Yang et al. reported that trunk rotation when walking is reduced in stroke patients and that this decrease causes a bias toward the non-paretic side of the trunk, which ultimately is the main cause of a decrease in left-right trunk symmetry [25]. Therefore, our result that stand-up training with proximal upper limb support on the affected side improved gait symmetry more than conventional stand-up training could positively increase trunk rotation in stroke patients. The finding of a previous study that functional weight transfer training conducted in sitting and standing positions in hemiplegic stroke patients increased paretic side stance time by 1 second is partially consistent with our results [26]. In addition, the clinical use of stepping time of the paralyzed lower extremity as an objective indicator for determining whether or not an improvement in walking function has occurred in stroke patients [27] indicates that the results of the present study may be clinically meaningful.

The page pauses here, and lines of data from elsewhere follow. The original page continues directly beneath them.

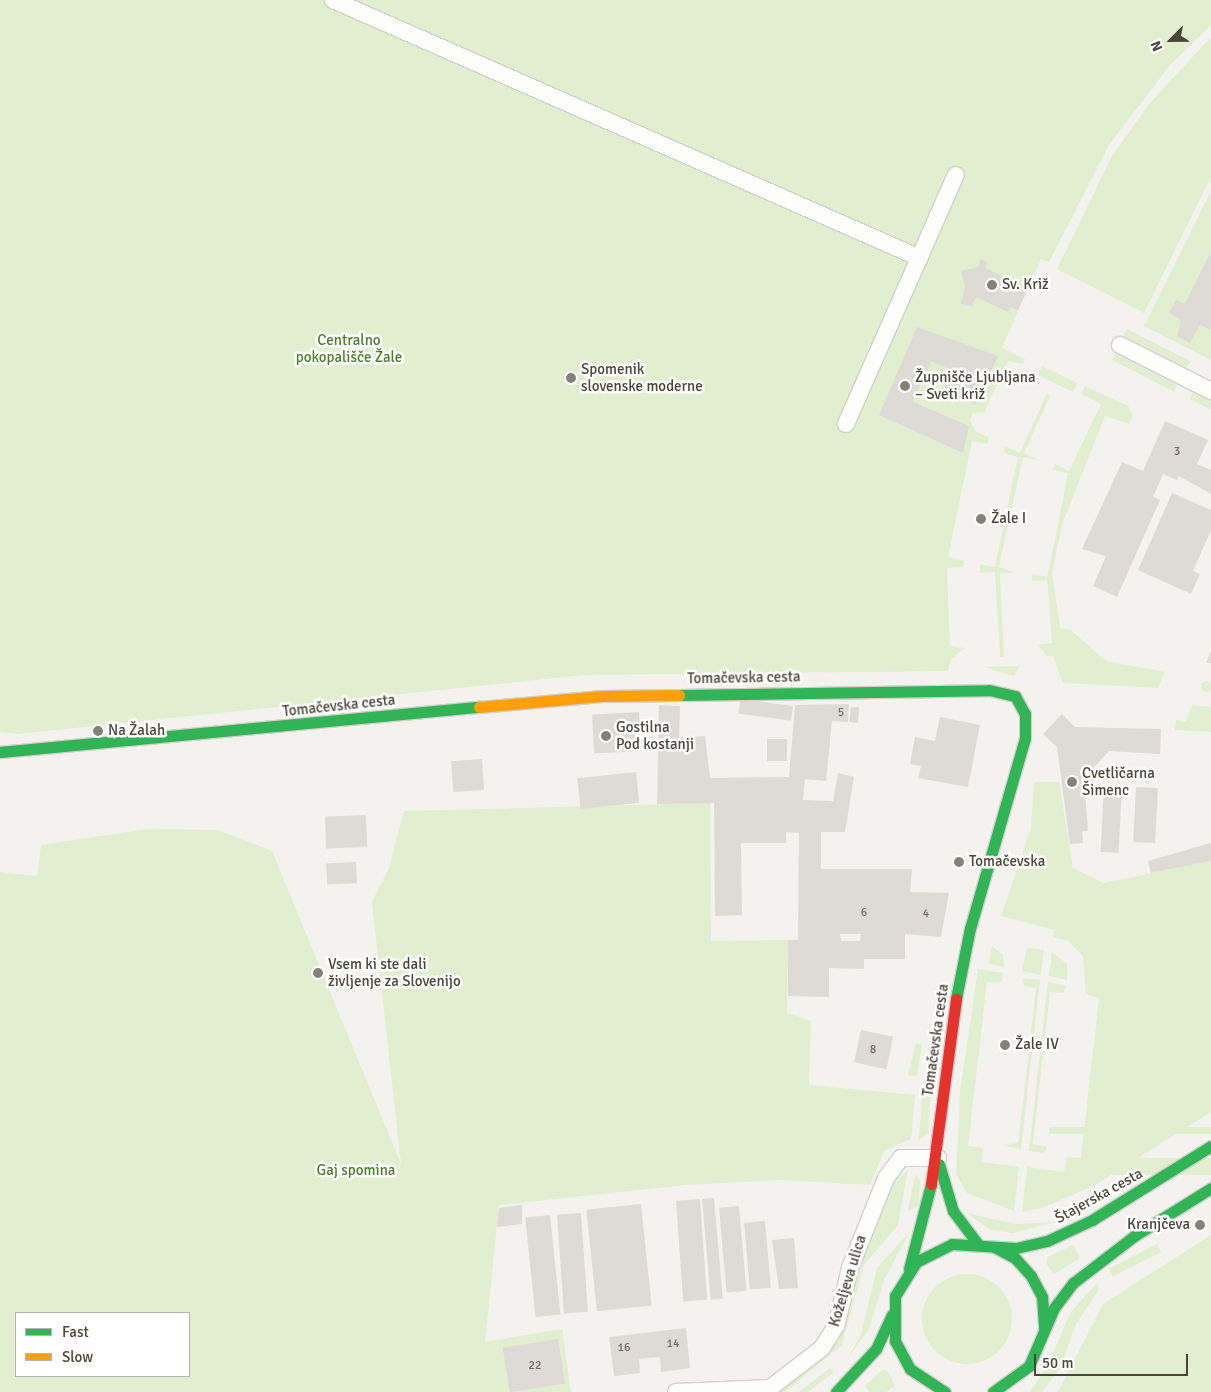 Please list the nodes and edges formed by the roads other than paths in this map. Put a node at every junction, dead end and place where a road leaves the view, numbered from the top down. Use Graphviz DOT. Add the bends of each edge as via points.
graph roads {
  1 [pos="334,0"];
  2 [pos="956,176"];
  3 [pos="920,258"];
  4 [pos="1120,345"];
  5 [pos="1211,391"];
  6 [pos="846,424"];
  7 [pos="0,752"];
  8 [pos="1211,1146"];
  9 [pos="938,1158"];
  10 [pos="1211,1188"];
  11 [pos="977,1243"];
  12 [pos="994,1247"];
  13 [pos="909,1269"];
  14 [pos="892,1313"];
  15 [pos="1042,1337"];
  16 [pos="1029,1366"];
  17 [pos="676,1392"];
  18 [pos="836,1392"];
  19 [pos="926,1392"];
  20 [pos="944,1392"];
  21 [pos="993,1392"];
  22 [pos="1019,1392"];
  1 -- 3 [label="street"];
  2 -- 3 [label="street"];
  3 -- 6 [label="street"];
  4 -- 5 [label="street"];
  7 -- 9 [label="street, Tomačevska cesta" via="602,696 1007,693 1023,706 1025,738 968,936 952,1022"];
  8 -- 12 [label="street, Štajerska cesta" via="1092,1220 1055,1238 1025,1247"];
  9 -- 11 [label="street, Tomačevska cesta" via="949,1204"];
  9 -- 13 [label="street, Tomačevska cesta"];
  9 -- 17 [label="street, Koželjeva ulica" via="906,1156 895,1163 861,1237 832,1335 770,1388"];
  10 -- 15 [label="street, Štajerska cesta" via="1134,1236 1073,1283 1054,1308"];
  11 -- 12 [label="street, Štajerska cesta"];
  11 -- 13 [label="street, Štajerska cesta" via="944,1246"];
  12 -- 15 [label="street, Štajerska cesta" via="1024,1266 1037,1286 1044,1309"];
  13 -- 14 [label="street, Štajerska cesta" via="898,1288"];
  14 -- 18 [label="street, Štajerska cesta" via="876,1349"];
  14 -- 20 [label="street, Štajerska cesta" via="894,1341 904,1360 917,1376"];
  15 -- 16 [label="street, Štajerska cesta"];
  16 -- 21 [label="street"];
  16 -- 22 [label="street, Štajerska cesta"];
  19 -- 20 [label="street, Štajerska cesta"];
}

Because this study is a pilot study and the number of subjects recruited was small, generalizations based on our results are limited. In addition, because the main intervention implemented in this study was based on weight support, we were unable to measure improvements in the swing phase on paretic sides. In addition, the study falls short of proving the effectiveness of training through upper limb support on the paralyzed side at all stages of standing. Since this study investigated the effects of standing training with arm support on the paralyzed side, it is not possible to present the effects of arm support on the non-paralyzed side. However, the study appears to be meaningful because it shows that stand-up training with support of the paralyzed upper extremity in hemiplegic stroke patients can provide weight support for the paralyzed lower extremity. We suggest that research studies be initiated to address the limitations of the present study and determine whether more effective stand-up training protocols can improve functional recovery in stroke patients.
This study was conducted on hemiplegic stroke patients to determine the effect of stand-up training with proximal upper limb support on the paretic side on plantar pressure distribution on the paretic side, dynamic balance ability, gait symmetry, and stance time during walking. Stand-up training with proximal upper limb support was found to be more effective than general stand-up training at improving plantar pressure on the paretic side, dynamic balance ability, left-right gait symmetry, and stance time on the paretic side. Therefore, the study suggests that standing training with support of the proximal upper limb on the paretic side might effectively improve weight-bearing ability, dynamic balance ability, and walking function in this patient population.